== Segment start ==

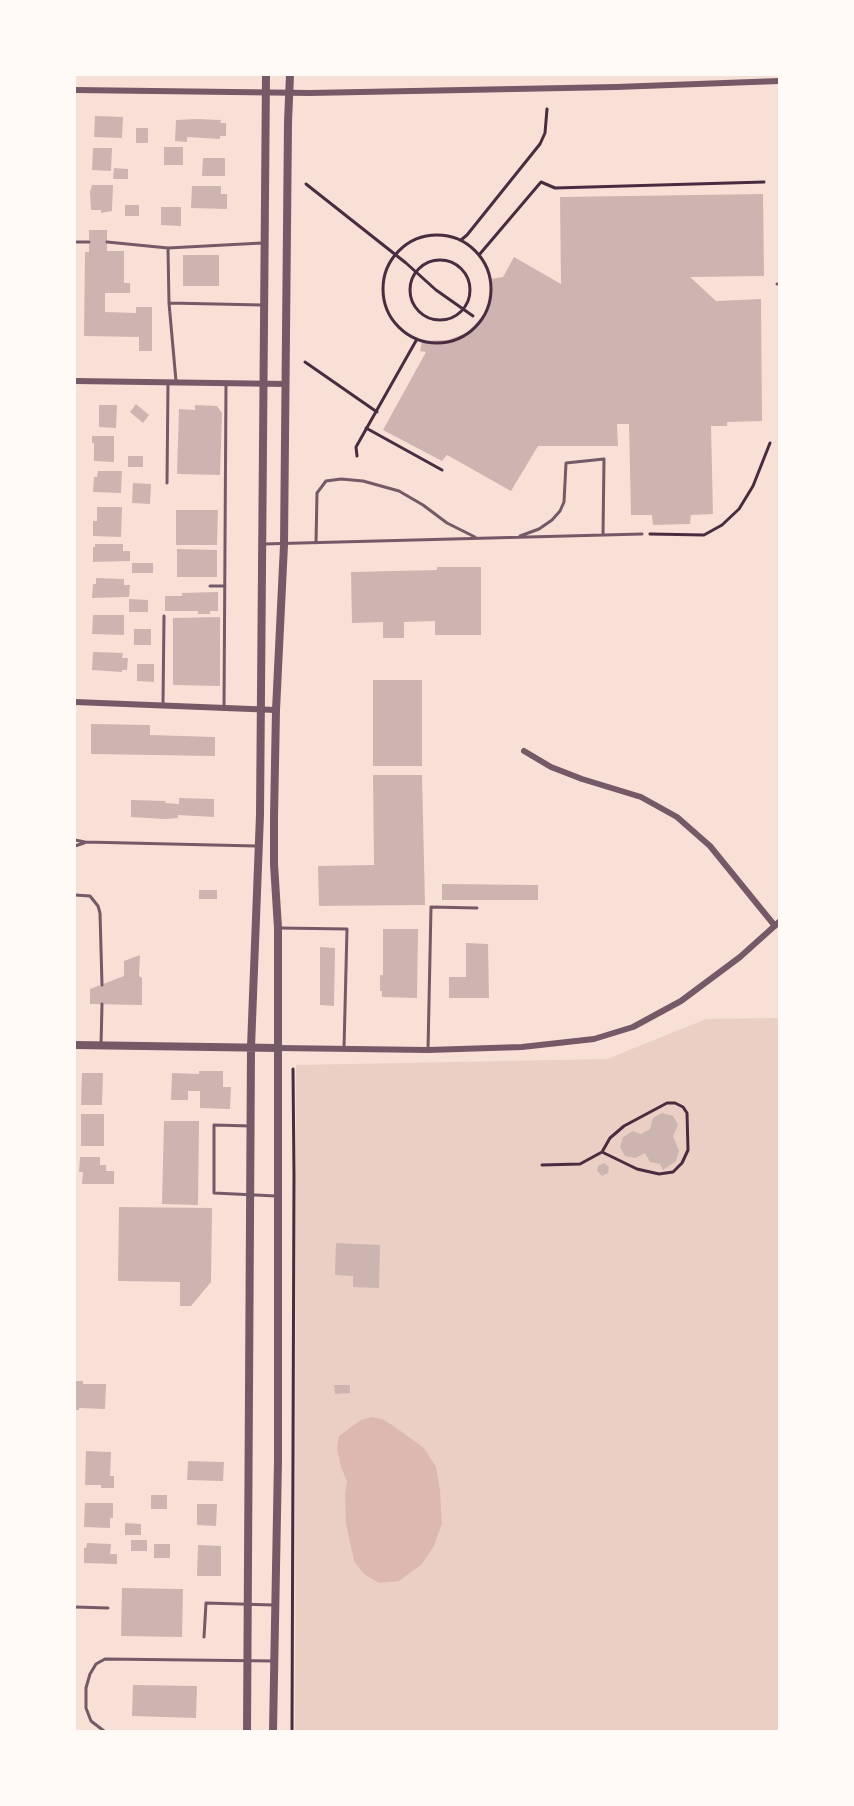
<!DOCTYPE html>
<html>
<head>
<meta charset="utf-8">
<style>
	body { margin:0 }
	#map { position:relative; width:854px; height:1806px; overflow:hidden; background:#f7e1d7; font-family:Helvetica,sans-serif }
	canvas { display:block }
	.frame { position:absolute; inset:0; border:76px solid #fffaf5; pointer-events:none }
</style>
</head>
<body>
<div id="map">
<canvas width="854" height="1806"></canvas>
<div class="frame"></div>
</div>
<script>
const g = document.querySelector('canvas').getContext('2d');
g.lineJoin = 'round';
function paint(path, color) {
  g.fillStyle = color;
  g.fill(path, 'evenodd');
}
function toPath(rows) {
  const path = new Path2D();
  for (const r of rows) {
    if (r.length === 3) {
      path.moveTo(r[0] + r[2], r[1]);
      path.arc(r[0], r[1], r[2], 0, 2 * Math.PI);
      continue;
    }
    path.moveTo(r[0], r[1]);
    for (let i = 2; i < r.length; i += 2) path.lineTo(r[i], r[i + 1]);
  }
  return path;
}
function strokePath(path, color, width, dash) {
  g.strokeStyle = color;
  g.lineWidth = width;
  g.lineCap = dash ? 'butt' : 'round';
  g.setLineDash(dash || []);
  g.stroke(path);
}
paint(toPath([
	[779,1018,779,1731,295,1731,296,1065,607,1059,706,1019]
]), '#ebcfc5');
paint(toPath([
	[371,1417,382,1419,392,1425,424,1448,436,1467,440,1490,442,1523,434,1546,421,1565,399,1581,379,1583,364,1574,354,1561,346,1524,345,1494,347,1481,341,1467,337,1449,339,1436,361,1420]
]), '#dcb8b0');
paint(toPath([
	[95,116,123,117,122,138,94,137],
	[197,119,221,120,220,123,226,123,226,136,220,136,220,139,187,137,187,142,175,141,176,120],
	[136,128,148,128,148,143,136,143],
	[164,147,183,147,183,165,164,165],
	[93,148,112,148,111,171,92,170],
	[203,158,225,158,225,176,202,176],
	[114,168,128,169,128,179,113,179],
	[92,185,113,185,112,211,101,213,101,210,91,210,90,192],
	[192,186,221,186,221,194,227,194,227,209,191,208],
	[763,194,764,276,690,277,716,301,761,299,762,421,727,422,727,426,711,426,713,514,691,515,690,524,653,525,652,515,631,515,629,424,617,424,618,446,538,446,511,491,447,455,442,461,383,430,426,352,420,351,422,341,448,340,469,332,486,311,490,298,491,279,503,277,514,257,561,284,560,197],
	[125,205,139,205,139,216,125,216],
	[161,207,181,207,181,226,161,225],
	[89,230,107,230,107,251,124,251,124,283,130,283,130,293,105,293,105,312,136,313,136,307,152,307,152,351,139,351,139,337,84,336,85,252,89,252],
	[183,255,219,255,219,286,183,286],
	[136,404,149,415,143,423,130,412],
	[99,405,117,405,116,428,99,427],
	[195,405,217,406,222,413,220,475,177,474,179,409,195,410],
	[92,436,114,436,114,462,94,461,94,443,92,443],
	[128,456,143,456,143,467,128,467],
	[98,471,122,471,121,493,93,492,94,477,97,477],
	[133,483,151,484,150,504,132,503],
	[97,507,122,507,121,537,93,536,93,521,97,521],
	[176,510,218,510,217,545,176,545],
	[95,544,123,544,123,551,130,551,130,561,93,562,93,547,95,547],
	[177,549,217,550,217,577,177,577],
	[132,563,153,563,153,573,132,573],
	[437,567,481,567,481,635,435,635,435,621,404,622,404,638,383,638,383,622,352,623,351,572,437,570],
	[96,578,124,579,124,585,130,585,129,597,92,598,93,584,96,584],
	[218,592,218,611,210,611,210,614,198,614,198,611,165,611,165,596,182,596,182,593],
	[129,599,148,600,148,612,129,612],
	[93,615,124,615,124,635,92,634],
	[220,617,220,686,173,685,173,618],
	[134,629,151,629,151,645,134,645],
	[93,652,123,653,122,658,128,658,127,670,122,670,122,672,92,670],
	[137,664,154,664,154,682,137,681],
	[373,680,422,680,422,766,373,766],
	[91,724,150,725,150,735,215,737,215,756,91,754],
	[373,775,422,775,425,905,319,906,318,866,374,865],
	[179,798,214,799,214,817,178,815,178,818,165,819,131,817,131,800,166,801,165,803,179,804],
	[442,884,538,885,538,900,442,900],
	[199,890,217,890,217,899,199,899],
	[383,929,418,929,417,998,382,997,382,991,380,991,380,975,383,975],
	[466,943,488,944,489,998,449,998,449,977,466,977],
	[320,947,335,948,334,1006,320,1005],
	[140,955,139,976,142,978,142,1005,90,1004,90,989,124,976,124,961],
	[199,1071,223,1071,223,1087,231,1087,230,1109,200,1108,200,1091,188,1091,188,1100,171,1100,172,1073,199,1074],
	[82,1073,103,1073,102,1105,81,1105],
	[662,1113,673,1116,678,1125,673,1136,679,1151,676,1161,663,1170,660,1164,650,1162,645,1153,635,1158,625,1156,620,1147,623,1137,633,1131,641,1134,650,1129,653,1118],
	[81,1114,104,1114,104,1146,81,1146],
	[164,1121,199,1121,198,1205,162,1204],
	[80,1157,100,1157,100,1165,106,1165,106,1171,114,1171,114,1184,82,1184,83,1172,79,1172],
	[604,1163,609,1167,608,1173,602,1176,597,1171,598,1166],
	[119,1207,212,1208,211,1282,191,1306,180,1306,180,1282,118,1281],
	[336,1243,380,1245,379,1288,353,1287,353,1276,335,1275],
	[75,1381,83,1381,83,1384,106,1384,105,1409,79,1408,79,1410,75,1410],
	[334,1385,350,1385,350,1393,335,1394],
	[86,1451,111,1452,110,1476,114,1476,114,1488,101,1488,101,1485,85,1485],
	[188,1461,224,1462,223,1481,187,1480],
	[151,1495,167,1495,167,1509,151,1509],
	[85,1503,113,1503,113,1518,110,1518,110,1528,84,1527],
	[197,1504,217,1504,216,1526,197,1525],
	[125,1523,141,1524,141,1535,125,1535],
	[131,1540,147,1540,147,1551,131,1551],
	[87,1543,111,1544,110,1554,117,1554,117,1564,84,1563,84,1548,86,1548],
	[154,1544,170,1544,170,1558,154,1558],
	[198,1545,221,1546,221,1576,197,1576],
	[122,1588,183,1589,182,1637,121,1636],
	[133,1685,197,1686,196,1718,132,1716]
]), '#ccb4b1');
strokePath(toPath([
	[306,184,406,263,436,290,473,316],
	[437,289,54],
	[461,240,467,235,540,144,545,133,547,109],
	[479,255,541,182,555,188,764,182],
	[440,290,30],
	[305,362,377,412],
	[366,428,442,470],
	[357,456,356,447,417,339],
	[650,534,704,535,722,525,739,509,753,486,770,443],
	[542,1165,580,1164,602,1152,610,1138,624,1126,667,1103,675,1103,683,1107,687,1113,688,1150,682,1163,673,1172,659,1174,637,1169,602,1152],
	[292,1731,294,1175,293,1069]
]), '#4a2c40', 3);
strokePath(toPath([
	[75,242,89,242],
	[107,242,168,248,262,243],
	[168,249,169,303,262,305],
	[777,284,779,284],
	[169,303,176,381],
	[167,483,168,383],
	[520,536,539,529,552,520,560,511,564,502,566,463,604,459,603,535],
	[316,543,317,493,326,481,341,479,363,481,399,491,423,505,447,523,475,537],
	[263,544,642,534],
	[210,586,225,586],
	[163,704,164,616],
	[224,707,226,384],
	[75,840,85,842,256,846],
	[75,846,84,843],
	[75,895,90,896,98,906,100,913,102,985],
	[280,928,347,929,344,1048],
	[101,1045,102,1004],
	[428,1050,431,907,477,908],
	[250,1126,214,1125,214,1193,276,1196],
	[75,1607,108,1608],
	[204,1637,206,1603,273,1605],
	[104,1731,91,1721,86,1708,86,1688,90,1674,96,1664,105,1659,274,1661]
]), '#755966', 3);
strokePath(toPath([
	[75,90,310,93,616,87,779,81],
	[75,381,286,384],
	[75,702,276,710],
	[524,751,551,767,582,779,641,797,677,817,710,846,775,926],
	[278,1048,428,1050,522,1047,594,1039,633,1027,681,1001,740,957,779,922]
]), '#755966', 6);
strokePath(toPath([
	[75,1045,278,1048],
	[247,1731,251,1047,260,815,266,75],
	[273,1731,278,1460,278,928,274,864,274,818,276,710,284,545,288,122,290,75]
]), '#755966', 8);
</script>
</body>
</html>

== Segment end ==

* [PROMPT]:
Go through the listing above and copy each line in which the string "width" is found.

* [RESULT OF THE TASK]:
	#map { position:relative; width:854px; height:1806px; overflow:hidden; background:#f7e1d7; font-family:Helvetica,sans-serif }
<canvas width="854" height="1806"></canvas>
function strokePath(path, color, width, dash) {
  g.lineWidth = width;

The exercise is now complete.